On my not-so-recent trip to LA I decided to pay a visit to a not-so-new-restaurant, The Bazaar by José Andrés at the SLS Beverly Hills. The Bazaar’s food concept is similar to that of minibar in DC: adventurous meals in one bite. I was too impatient to wait for a reservation at minibar so I figured jumping on a plane was the easiest thing to do, natch.

The LA Times 4-star-rated Bazaar is an Alice in Wonderland of sorts, the décor is ostentatious and the furniture is playful. Exactly what is needed when one eats food from Andrés. Upon entering the restaurant you are greeted by Bar Centro, a place where the drinks are as simple as a Dry Martini or unusual as a Nitro Raspberry Daiquiri, which was worth every penny (how many pennies are in $20?)

For dinner there’s a choice of dining in one of two rooms, Rojo or Blanco, one room steeped in traditional Spanish flair or one of white drapes, white chairs and white tables. I have poor taste so I opted for the latter.

There were four of us dining, two friends from LA and my better half (Deej).
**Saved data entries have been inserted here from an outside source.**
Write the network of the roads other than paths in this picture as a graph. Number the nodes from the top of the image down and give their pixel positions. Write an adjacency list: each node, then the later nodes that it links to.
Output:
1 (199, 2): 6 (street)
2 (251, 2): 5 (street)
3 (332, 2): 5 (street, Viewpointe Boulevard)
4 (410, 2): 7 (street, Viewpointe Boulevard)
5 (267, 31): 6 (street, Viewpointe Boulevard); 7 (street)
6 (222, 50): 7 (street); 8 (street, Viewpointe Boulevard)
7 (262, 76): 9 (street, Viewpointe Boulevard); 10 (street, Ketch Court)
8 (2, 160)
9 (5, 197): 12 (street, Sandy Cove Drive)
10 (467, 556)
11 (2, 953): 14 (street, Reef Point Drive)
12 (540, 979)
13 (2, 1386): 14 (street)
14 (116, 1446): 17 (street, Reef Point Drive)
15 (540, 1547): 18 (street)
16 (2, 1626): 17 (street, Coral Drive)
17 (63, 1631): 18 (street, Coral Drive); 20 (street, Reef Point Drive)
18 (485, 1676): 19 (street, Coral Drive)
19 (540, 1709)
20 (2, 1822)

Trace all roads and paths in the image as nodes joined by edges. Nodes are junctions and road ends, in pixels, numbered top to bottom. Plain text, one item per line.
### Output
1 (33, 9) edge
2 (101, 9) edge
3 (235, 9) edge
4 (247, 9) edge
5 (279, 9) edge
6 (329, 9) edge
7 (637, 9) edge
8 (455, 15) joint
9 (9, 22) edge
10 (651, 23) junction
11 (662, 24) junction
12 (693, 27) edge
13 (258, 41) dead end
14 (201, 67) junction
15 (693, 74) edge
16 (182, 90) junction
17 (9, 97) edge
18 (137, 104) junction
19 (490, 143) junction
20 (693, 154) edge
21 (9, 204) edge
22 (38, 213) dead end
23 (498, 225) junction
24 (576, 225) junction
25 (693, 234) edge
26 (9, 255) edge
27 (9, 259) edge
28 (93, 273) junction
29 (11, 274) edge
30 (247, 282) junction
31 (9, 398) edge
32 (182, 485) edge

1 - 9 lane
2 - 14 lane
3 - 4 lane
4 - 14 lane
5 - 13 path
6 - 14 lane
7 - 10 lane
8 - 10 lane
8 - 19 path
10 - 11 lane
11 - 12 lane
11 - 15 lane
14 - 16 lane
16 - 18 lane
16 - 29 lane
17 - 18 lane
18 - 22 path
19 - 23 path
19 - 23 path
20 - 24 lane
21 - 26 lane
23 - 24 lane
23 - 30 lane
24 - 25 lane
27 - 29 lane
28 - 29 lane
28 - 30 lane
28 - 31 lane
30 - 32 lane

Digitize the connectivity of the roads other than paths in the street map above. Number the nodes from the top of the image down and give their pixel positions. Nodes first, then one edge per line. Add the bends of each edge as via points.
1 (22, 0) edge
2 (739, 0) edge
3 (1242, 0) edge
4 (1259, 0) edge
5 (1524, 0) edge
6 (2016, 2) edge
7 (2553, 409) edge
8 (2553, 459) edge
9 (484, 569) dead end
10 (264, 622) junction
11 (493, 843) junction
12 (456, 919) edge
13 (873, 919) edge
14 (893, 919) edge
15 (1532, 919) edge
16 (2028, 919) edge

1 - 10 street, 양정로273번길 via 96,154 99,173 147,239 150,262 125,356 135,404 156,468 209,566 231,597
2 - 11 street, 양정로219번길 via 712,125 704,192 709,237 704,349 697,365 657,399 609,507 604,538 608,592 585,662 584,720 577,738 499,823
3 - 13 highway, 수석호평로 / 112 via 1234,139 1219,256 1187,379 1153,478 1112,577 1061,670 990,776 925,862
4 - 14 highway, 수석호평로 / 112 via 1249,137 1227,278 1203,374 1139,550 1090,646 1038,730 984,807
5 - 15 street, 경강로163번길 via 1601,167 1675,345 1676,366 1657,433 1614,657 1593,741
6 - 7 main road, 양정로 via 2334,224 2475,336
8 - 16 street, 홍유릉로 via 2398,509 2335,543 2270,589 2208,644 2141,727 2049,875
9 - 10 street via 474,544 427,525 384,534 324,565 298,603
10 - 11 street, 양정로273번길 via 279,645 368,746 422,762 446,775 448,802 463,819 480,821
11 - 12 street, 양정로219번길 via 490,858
If you are a regular reader to ES you will know that my other half is not so easy to please when it comes to his palette. Despite this we tried the Seven Wave tasting menu.

Here is my take and my bf’s barely clothed hatred take on our experience. And whatever Mr. Picky has to say, do know that the meal was a lot more expansive than we had anticipated and certainly worth the money.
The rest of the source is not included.